[Stored dataset items]
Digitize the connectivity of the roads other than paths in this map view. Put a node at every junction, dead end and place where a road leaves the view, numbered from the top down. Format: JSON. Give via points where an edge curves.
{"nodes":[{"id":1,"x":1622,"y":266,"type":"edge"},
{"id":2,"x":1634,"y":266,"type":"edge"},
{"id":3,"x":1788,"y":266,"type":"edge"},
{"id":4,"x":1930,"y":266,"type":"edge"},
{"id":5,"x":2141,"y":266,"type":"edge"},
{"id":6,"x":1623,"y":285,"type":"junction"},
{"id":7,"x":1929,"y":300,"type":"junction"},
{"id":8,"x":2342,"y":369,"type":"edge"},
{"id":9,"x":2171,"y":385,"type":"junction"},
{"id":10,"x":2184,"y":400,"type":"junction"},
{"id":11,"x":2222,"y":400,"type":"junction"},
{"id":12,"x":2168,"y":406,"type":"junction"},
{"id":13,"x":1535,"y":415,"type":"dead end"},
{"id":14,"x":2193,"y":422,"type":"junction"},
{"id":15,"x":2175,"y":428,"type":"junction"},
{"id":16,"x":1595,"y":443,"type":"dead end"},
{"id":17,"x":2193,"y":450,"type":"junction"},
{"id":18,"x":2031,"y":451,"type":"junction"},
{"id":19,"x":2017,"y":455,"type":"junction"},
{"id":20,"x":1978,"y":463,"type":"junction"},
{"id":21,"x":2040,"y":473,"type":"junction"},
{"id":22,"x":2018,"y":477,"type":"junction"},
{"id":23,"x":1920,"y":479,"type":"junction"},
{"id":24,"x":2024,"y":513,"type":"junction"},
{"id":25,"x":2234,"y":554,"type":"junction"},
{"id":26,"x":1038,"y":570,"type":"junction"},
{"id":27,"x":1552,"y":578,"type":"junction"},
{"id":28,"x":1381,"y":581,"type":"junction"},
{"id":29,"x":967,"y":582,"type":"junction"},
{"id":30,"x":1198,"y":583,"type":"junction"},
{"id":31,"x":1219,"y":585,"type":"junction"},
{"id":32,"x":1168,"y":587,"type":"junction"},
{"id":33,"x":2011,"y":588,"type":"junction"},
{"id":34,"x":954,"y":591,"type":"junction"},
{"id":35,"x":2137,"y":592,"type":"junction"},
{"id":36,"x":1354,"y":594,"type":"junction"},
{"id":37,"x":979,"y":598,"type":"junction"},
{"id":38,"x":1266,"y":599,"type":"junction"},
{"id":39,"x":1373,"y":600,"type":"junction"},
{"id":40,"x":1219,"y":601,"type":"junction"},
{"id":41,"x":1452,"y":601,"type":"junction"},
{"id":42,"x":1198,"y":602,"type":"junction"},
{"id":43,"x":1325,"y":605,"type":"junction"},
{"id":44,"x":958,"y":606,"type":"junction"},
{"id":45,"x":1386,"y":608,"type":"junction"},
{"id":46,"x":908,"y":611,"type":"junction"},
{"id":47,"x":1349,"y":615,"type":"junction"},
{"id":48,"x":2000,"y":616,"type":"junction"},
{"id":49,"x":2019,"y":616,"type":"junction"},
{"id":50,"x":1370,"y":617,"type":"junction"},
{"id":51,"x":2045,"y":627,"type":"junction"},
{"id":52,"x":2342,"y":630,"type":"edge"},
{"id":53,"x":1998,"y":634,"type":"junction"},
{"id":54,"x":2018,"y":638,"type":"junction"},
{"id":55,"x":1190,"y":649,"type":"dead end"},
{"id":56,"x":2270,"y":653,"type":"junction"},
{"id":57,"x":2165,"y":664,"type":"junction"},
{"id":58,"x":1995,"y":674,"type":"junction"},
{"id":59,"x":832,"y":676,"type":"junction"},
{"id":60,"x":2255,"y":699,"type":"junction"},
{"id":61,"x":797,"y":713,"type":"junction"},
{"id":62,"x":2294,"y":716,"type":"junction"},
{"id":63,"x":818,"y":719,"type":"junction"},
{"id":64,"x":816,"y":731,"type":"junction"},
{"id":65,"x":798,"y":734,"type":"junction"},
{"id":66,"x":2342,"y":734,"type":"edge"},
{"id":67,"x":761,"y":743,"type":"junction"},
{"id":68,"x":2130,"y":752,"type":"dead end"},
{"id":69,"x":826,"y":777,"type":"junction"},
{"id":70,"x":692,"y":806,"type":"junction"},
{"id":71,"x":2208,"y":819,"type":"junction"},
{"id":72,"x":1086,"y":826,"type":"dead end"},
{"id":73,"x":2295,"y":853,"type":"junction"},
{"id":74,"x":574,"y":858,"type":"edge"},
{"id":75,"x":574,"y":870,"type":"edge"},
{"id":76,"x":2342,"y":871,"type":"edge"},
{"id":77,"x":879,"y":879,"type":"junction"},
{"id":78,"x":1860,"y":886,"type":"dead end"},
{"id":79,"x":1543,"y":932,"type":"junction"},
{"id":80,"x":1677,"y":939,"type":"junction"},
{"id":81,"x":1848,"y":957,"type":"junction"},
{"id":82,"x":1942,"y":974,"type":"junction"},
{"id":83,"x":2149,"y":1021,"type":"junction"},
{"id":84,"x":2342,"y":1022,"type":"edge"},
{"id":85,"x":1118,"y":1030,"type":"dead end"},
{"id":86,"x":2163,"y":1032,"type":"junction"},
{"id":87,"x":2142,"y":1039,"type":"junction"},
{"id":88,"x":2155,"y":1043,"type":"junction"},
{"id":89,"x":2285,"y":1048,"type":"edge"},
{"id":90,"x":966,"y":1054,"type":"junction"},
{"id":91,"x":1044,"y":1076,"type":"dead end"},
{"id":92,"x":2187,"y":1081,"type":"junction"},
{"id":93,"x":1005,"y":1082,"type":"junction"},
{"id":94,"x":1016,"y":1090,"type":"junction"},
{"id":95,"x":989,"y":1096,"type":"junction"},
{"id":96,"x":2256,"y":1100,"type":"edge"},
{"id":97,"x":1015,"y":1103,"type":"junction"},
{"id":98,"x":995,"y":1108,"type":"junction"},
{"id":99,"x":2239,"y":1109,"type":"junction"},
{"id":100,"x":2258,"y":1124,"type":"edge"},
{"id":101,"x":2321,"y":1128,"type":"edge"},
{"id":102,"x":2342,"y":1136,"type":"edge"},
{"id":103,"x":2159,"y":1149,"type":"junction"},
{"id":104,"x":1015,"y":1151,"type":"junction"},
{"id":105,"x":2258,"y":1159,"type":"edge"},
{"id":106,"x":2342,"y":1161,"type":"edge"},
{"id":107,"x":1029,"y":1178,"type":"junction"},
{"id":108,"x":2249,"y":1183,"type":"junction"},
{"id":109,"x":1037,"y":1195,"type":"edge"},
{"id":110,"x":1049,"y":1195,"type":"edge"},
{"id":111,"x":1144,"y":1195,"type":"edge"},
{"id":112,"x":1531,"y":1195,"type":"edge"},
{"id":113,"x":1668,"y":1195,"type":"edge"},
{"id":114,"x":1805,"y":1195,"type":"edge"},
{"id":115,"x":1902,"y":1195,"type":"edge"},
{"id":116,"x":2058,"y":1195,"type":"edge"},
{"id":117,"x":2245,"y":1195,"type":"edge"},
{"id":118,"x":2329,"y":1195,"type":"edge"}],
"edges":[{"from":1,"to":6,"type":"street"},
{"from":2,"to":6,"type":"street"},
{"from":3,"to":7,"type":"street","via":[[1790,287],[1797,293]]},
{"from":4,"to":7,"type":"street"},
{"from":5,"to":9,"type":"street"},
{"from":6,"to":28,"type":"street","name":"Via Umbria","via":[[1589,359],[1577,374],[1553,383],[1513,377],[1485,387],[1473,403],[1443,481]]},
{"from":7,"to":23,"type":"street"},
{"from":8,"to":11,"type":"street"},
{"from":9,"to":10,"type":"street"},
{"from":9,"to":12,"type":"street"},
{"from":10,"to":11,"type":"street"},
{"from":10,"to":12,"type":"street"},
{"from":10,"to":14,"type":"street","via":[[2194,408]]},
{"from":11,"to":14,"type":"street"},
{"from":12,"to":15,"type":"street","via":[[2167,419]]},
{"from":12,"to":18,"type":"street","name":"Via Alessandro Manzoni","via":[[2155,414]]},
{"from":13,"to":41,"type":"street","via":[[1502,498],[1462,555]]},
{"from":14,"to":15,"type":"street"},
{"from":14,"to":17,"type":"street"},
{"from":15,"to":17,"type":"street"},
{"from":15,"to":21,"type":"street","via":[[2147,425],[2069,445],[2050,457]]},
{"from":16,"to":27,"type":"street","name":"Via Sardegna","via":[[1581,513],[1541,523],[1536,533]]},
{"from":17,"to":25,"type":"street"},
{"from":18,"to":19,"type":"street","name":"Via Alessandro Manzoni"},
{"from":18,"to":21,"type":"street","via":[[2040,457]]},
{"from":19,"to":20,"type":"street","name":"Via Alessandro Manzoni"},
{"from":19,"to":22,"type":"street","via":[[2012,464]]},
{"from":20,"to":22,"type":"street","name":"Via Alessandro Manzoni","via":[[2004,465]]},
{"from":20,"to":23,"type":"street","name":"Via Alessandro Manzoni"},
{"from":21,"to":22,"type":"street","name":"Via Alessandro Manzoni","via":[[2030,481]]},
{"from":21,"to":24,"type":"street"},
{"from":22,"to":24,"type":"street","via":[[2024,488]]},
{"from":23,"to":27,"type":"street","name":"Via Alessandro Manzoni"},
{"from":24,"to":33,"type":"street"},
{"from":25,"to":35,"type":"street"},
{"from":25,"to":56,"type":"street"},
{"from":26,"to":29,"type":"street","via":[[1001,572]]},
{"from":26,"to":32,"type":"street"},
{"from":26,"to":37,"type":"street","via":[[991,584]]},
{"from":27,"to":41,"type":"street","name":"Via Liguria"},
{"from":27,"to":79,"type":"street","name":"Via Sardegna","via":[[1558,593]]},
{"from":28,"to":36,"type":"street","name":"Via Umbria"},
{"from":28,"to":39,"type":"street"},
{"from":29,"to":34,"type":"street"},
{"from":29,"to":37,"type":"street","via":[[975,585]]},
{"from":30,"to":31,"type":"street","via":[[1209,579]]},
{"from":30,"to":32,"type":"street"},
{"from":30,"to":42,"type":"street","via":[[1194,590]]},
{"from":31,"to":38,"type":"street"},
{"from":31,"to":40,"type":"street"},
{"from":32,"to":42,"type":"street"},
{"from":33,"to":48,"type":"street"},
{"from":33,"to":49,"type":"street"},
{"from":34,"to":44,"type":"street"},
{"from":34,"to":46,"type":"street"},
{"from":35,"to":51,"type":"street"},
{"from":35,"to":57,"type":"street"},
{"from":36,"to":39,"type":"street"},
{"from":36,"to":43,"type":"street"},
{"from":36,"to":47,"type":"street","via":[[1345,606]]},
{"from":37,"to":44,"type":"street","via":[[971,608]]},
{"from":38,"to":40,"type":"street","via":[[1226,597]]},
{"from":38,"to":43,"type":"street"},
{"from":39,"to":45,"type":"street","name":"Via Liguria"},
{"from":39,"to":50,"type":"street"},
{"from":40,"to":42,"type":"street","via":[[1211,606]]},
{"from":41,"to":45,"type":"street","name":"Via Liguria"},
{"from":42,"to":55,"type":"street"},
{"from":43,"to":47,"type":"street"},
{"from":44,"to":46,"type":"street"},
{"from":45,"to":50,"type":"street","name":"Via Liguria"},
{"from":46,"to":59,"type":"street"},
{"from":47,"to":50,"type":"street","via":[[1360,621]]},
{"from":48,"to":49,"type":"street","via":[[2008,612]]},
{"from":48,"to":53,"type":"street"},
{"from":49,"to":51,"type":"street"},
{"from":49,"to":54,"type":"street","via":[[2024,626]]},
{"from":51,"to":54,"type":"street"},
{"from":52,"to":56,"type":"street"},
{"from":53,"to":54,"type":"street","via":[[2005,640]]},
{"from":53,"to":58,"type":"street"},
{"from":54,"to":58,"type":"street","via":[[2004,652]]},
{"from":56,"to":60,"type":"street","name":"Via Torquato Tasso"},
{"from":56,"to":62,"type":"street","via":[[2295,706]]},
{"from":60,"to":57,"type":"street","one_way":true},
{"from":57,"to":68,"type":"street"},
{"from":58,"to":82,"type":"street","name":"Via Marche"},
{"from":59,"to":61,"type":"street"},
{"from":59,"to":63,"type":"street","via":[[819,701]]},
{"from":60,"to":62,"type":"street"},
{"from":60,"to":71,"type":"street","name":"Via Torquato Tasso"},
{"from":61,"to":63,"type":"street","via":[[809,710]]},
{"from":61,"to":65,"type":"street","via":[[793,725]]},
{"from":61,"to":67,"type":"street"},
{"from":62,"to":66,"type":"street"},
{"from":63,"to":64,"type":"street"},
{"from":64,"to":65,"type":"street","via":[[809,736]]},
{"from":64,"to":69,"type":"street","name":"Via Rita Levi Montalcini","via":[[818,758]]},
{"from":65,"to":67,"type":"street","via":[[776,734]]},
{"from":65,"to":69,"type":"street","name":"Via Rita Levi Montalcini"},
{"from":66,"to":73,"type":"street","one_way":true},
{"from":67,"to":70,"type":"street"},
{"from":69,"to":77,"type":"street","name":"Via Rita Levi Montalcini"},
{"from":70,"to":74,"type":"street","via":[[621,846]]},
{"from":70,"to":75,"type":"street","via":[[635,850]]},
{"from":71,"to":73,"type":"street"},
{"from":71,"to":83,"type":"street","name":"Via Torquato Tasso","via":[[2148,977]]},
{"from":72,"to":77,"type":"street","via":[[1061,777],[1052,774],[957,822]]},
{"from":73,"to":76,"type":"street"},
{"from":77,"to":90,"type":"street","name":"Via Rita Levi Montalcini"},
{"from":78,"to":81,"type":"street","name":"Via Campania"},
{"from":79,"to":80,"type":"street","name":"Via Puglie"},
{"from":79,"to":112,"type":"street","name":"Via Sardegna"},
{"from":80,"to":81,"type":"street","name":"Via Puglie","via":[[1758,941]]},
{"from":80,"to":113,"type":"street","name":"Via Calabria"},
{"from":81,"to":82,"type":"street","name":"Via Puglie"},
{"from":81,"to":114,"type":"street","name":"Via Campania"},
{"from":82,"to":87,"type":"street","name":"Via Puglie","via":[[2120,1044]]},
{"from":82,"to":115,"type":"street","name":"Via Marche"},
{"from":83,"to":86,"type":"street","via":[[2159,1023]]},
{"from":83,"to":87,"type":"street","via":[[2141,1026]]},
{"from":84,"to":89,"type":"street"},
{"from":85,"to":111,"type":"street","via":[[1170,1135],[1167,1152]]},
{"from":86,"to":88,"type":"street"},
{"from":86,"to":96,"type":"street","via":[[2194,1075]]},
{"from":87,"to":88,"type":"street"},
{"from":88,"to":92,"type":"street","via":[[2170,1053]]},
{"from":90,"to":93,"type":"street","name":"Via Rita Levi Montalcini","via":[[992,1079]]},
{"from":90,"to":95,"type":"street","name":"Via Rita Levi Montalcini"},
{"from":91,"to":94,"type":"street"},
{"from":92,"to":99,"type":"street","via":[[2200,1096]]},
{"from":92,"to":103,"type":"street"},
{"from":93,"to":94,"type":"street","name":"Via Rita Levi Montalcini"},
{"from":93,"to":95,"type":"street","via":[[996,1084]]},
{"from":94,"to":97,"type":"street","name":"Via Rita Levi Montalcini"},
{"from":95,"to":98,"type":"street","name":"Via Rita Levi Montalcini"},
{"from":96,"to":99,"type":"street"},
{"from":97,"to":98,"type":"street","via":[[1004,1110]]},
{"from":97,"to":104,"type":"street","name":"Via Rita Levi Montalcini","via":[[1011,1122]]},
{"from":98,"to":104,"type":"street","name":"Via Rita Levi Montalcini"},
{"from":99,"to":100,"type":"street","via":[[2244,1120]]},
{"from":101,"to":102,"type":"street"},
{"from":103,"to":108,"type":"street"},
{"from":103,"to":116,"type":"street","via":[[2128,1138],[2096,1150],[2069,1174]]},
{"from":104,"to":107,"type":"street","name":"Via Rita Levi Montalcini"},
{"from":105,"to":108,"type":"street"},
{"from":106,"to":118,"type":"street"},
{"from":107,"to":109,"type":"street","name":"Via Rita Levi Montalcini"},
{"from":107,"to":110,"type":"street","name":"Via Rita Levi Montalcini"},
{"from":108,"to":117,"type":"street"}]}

◆ ACTION ITEM ◆
The lines of the records that contain the string "Campania" should be located and copied.

◆ RESPONSE TO THIS TASK ◆
{"from":78,"to":81,"type":"street","name":"Via Campania"},
{"from":81,"to":114,"type":"street","name":"Via Campania"},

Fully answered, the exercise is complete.